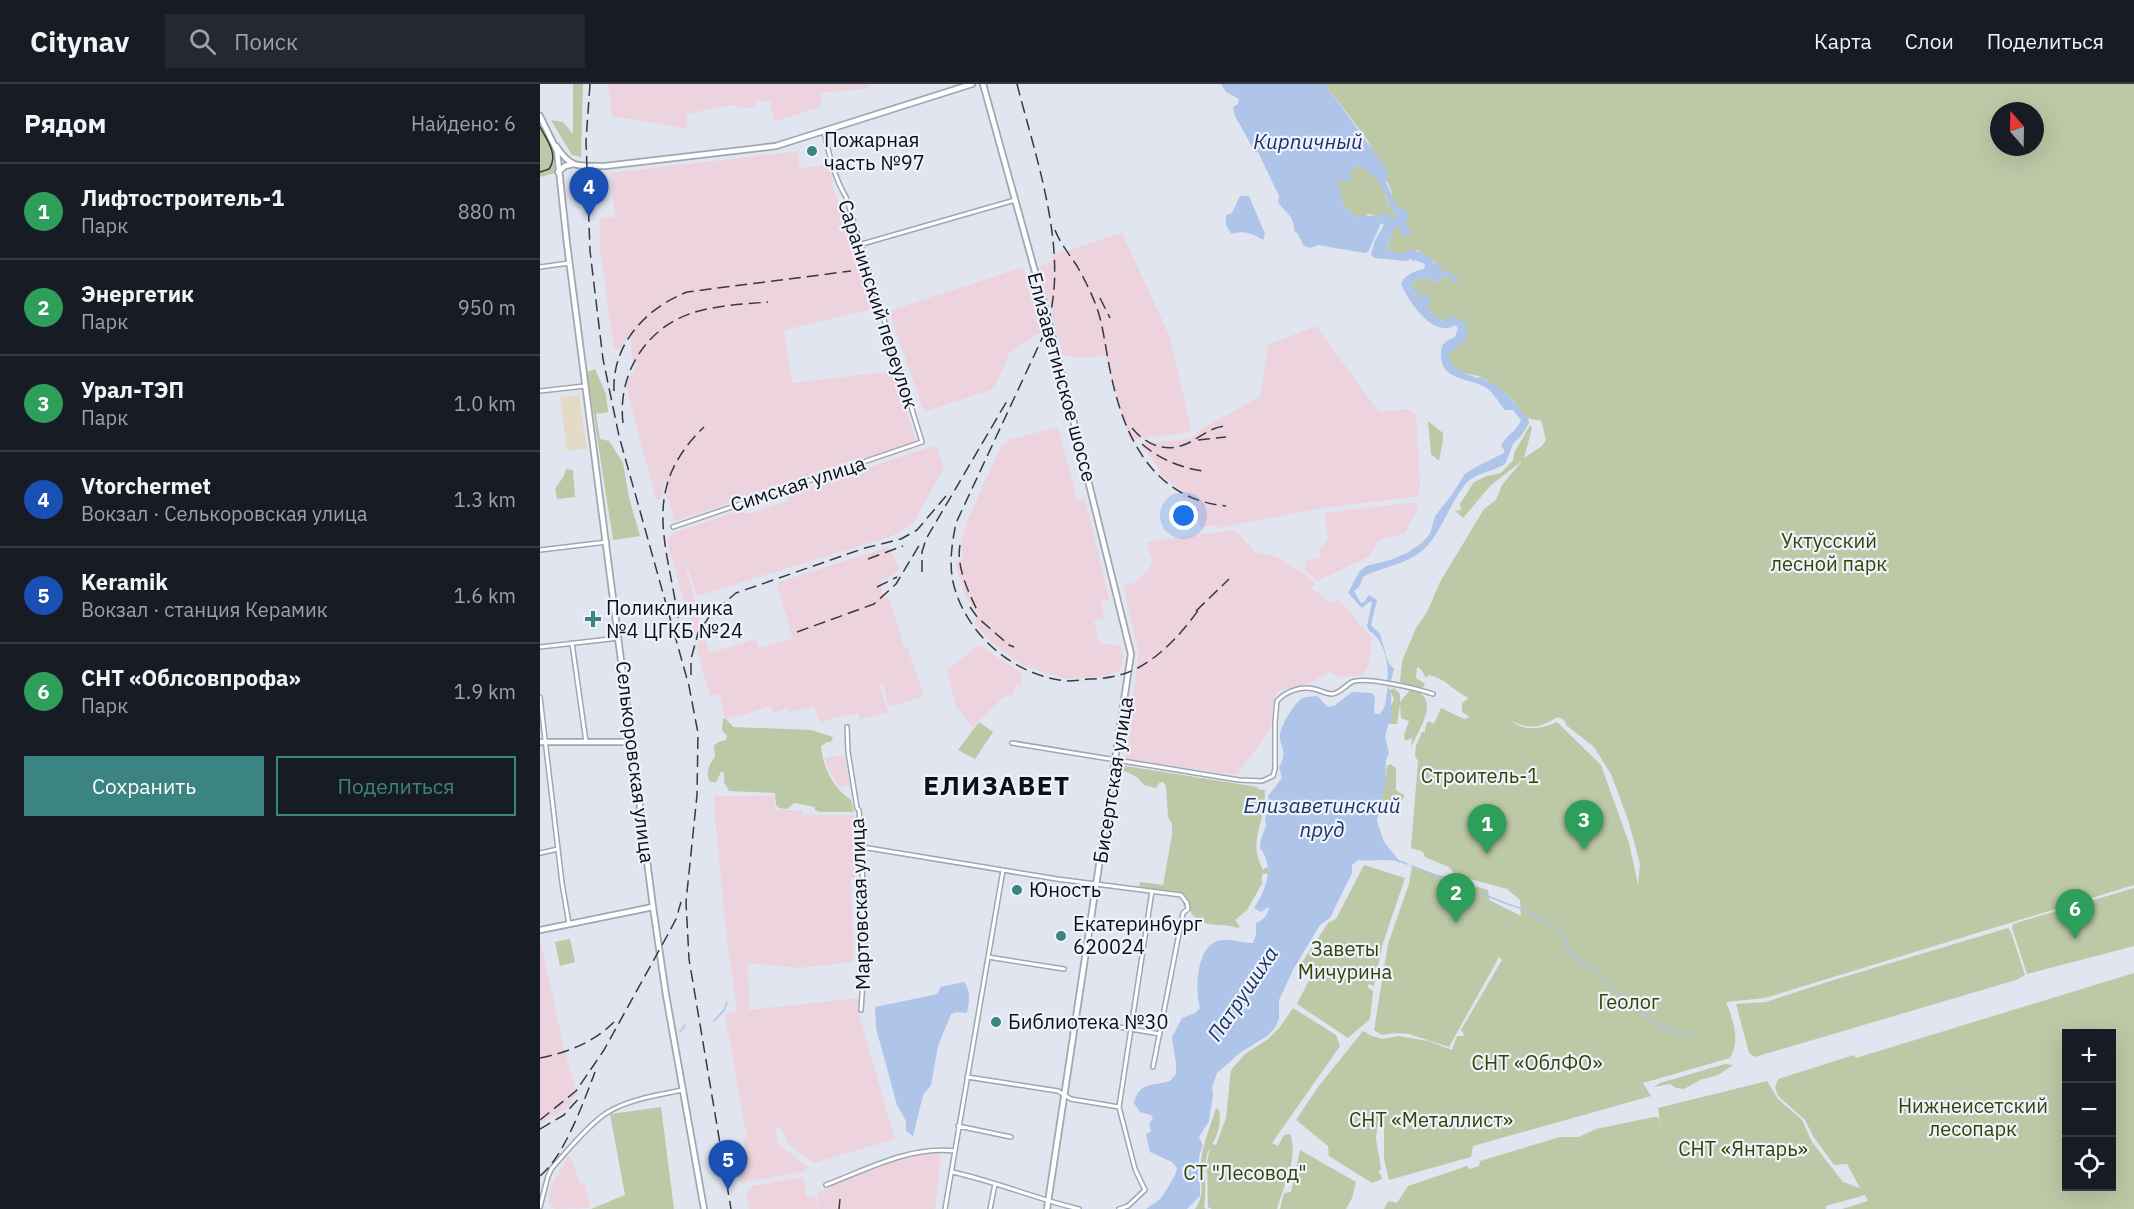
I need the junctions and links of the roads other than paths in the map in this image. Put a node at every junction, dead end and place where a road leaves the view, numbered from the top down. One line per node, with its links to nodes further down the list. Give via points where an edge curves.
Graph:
1 (972, 84): 4 (main road)
2 (983, 84): 8 (main road, Елизаветинское шоссе)
3 (541, 120): 5 (main road)
4 (824, 132): 6 (main road, via 776,146 605,166); 9 (street, Саранинский переулок)
5 (556, 146): 6 (main road); 7 (main road, Селькоровская улица)
6 (573, 164): 7 (main road)
7 (558, 172): 10 (main road, Селькоровская улица)
8 (1015, 200): 9 (street); 21 (main road, Елизаветинское шоссе, via 1105,542 1131,654)
9 (861, 245): 14 (street, Саранинский переулок)
10 (569, 263): 11 (street); 12 (main road, Селькоровская улица)
11 (540, 267)
12 (585, 386): 13 (street); 16 (main road, Селькоровская улица)
13 (540, 391)
14 (922, 442): 15 (street, Симская улица)
15 (673, 526)
16 (607, 542): 17 (street); 18 (main road, Селькоровская улица)
17 (540, 550)
18 (619, 638): 19 (street); 27 (main road, Селькоровская улица)
19 (572, 643): 20 (street); 26 (street)
20 (540, 647)
21 (1130, 672): 29 (main road, Бисертская улица)
22 (1433, 694): 29 (street, via 1361,680 1351,682 1339,693 1310,688 1289,692 1277,701 1273,776 1262,781)
23 (540, 697): 25 (street)
24 (847, 727): 30 (street, Мартовская улица)
25 (542, 742): 26 (main road); 31 (street)
26 (586, 742): 27 (main road)
27 (632, 742): 36 (main road, Селькоровская улица)
28 (1012, 743): 29 (street)
29 (1116, 759): 34 (main road, Бисертская улица)
30 (862, 847): 33 (street); 41 (street, Мартовская улица)
31 (558, 849): 32 (street); 37 (street)
32 (540, 853)
33 (1004, 870): 34 (street); 39 (street)
34 (1097, 884): 35 (street); 42 (main road, Бисертская улица)
35 (1152, 891): 43 (street); 44 (street, via 1181,895 1188,903)
36 (653, 907): 37 (main road); 47 (main road, Селькоровская улица)
37 (569, 924): 38 (main road)
38 (540, 930)
39 (987, 957): 40 (street); 46 (street)
40 (1064, 969)
41 (861, 1010)
42 (1077, 1017): 43 (street); 48 (main road, Бисертская улица)
43 (1130, 1029): 44 (street); 49 (street)
44 (1160, 1034): 45 (street)
45 (1153, 1067)
46 (967, 1077): 48 (street); 50 (street)
47 (683, 1090): 57 (street, via 606,1113 552,1168); 58 (main road, Селькоровская улица)
48 (1065, 1094): 49 (street, via 1071,1099); 56 (main road, Бисертская улица)
49 (1119, 1107): 63 (street, via 1135,1169 1145,1190)
50 (958, 1126): 51 (street); 52 (street)
51 (1011, 1137)
52 (955, 1151): 53 (street); 55 (street, via 915,1152)
53 (952, 1172): 54 (street); 59 (street)
54 (995, 1184): 56 (street); 60 (street)
55 (826, 1185)
56 (1049, 1201): 61 (main road, Бисертская улица); 62 (street)
57 (540, 1208)
58 (704, 1209)
59 (945, 1209)
60 (990, 1209)
61 (1047, 1209)
62 (1079, 1209)
63 (1119, 1209)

Task brief: An exact transcription of all the entries is required, without the pictures.

Result for this task:
I need the junctions and links of the roads other than paths in the map in this image. Put a node at every junction, dead end and place where a road leaves the view, numbered from the top down. One line per node, with its links to nodes further down the list. Give via points where an edge curves.
Graph:
1 (972, 84): 4 (main road)
2 (983, 84): 8 (main road, Елизаветинское шоссе)
3 (541, 120): 5 (main road)
4 (824, 132): 6 (main road, via 776,146 605,166); 9 (street, Саранинский переулок)
5 (556, 146): 6 (main road); 7 (main road, Селькоровская улица)
6 (573, 164): 7 (main road)
7 (558, 172): 10 (main road, Селькоровская улица)
8 (1015, 200): 9 (street); 21 (main road, Елизаветинское шоссе, via 1105,542 1131,654)
9 (861, 245): 14 (street, Саранинский переулок)
10 (569, 263): 11 (street); 12 (main road, Селькоровская улица)
11 (540, 267)
12 (585, 386): 13 (street); 16 (main road, Селькоровская улица)
13 (540, 391)
14 (922, 442): 15 (street, Симская улица)
15 (673, 526)
16 (607, 542): 17 (street); 18 (main road, Селькоровская улица)
17 (540, 550)
18 (619, 638): 19 (street); 27 (main road, Селькоровская улица)
19 (572, 643): 20 (street); 26 (street)
20 (540, 647)
21 (1130, 672): 29 (main road, Бисертская улица)
22 (1433, 694): 29 (street, via 1361,680 1351,682 1339,693 1310,688 1289,692 1277,701 1273,776 1262,781)
23 (540, 697): 25 (street)
24 (847, 727): 30 (street, Мартовская улица)
25 (542, 742): 26 (main road); 31 (street)
26 (586, 742): 27 (main road)
27 (632, 742): 36 (main road, Селькоровская улица)
28 (1012, 743): 29 (street)
29 (1116, 759): 34 (main road, Бисертская улица)
30 (862, 847): 33 (street); 41 (street, Мартовская улица)
31 (558, 849): 32 (street); 37 (street)
32 (540, 853)
33 (1004, 870): 34 (street); 39 (street)
34 (1097, 884): 35 (street); 42 (main road, Бисертская улица)
35 (1152, 891): 43 (street); 44 (street, via 1181,895 1188,903)
36 (653, 907): 37 (main road); 47 (main road, Селькоровская улица)
37 (569, 924): 38 (main road)
38 (540, 930)
39 (987, 957): 40 (street); 46 (street)
40 (1064, 969)
41 (861, 1010)
42 (1077, 1017): 43 (street); 48 (main road, Бисертская улица)
43 (1130, 1029): 44 (street); 49 (street)
44 (1160, 1034): 45 (street)
45 (1153, 1067)
46 (967, 1077): 48 (street); 50 (street)
47 (683, 1090): 57 (street, via 606,1113 552,1168); 58 (main road, Селькоровская улица)
48 (1065, 1094): 49 (street, via 1071,1099); 56 (main road, Бисертская улица)
49 (1119, 1107): 63 (street, via 1135,1169 1145,1190)
50 (958, 1126): 51 (street); 52 (street)
51 (1011, 1137)
52 (955, 1151): 53 (street); 55 (street, via 915,1152)
53 (952, 1172): 54 (street); 59 (street)
54 (995, 1184): 56 (street); 60 (street)
55 (826, 1185)
56 (1049, 1201): 61 (main road, Бисертская улица); 62 (street)
57 (540, 1208)
58 (704, 1209)
59 (945, 1209)
60 (990, 1209)
61 (1047, 1209)
62 (1079, 1209)
63 (1119, 1209)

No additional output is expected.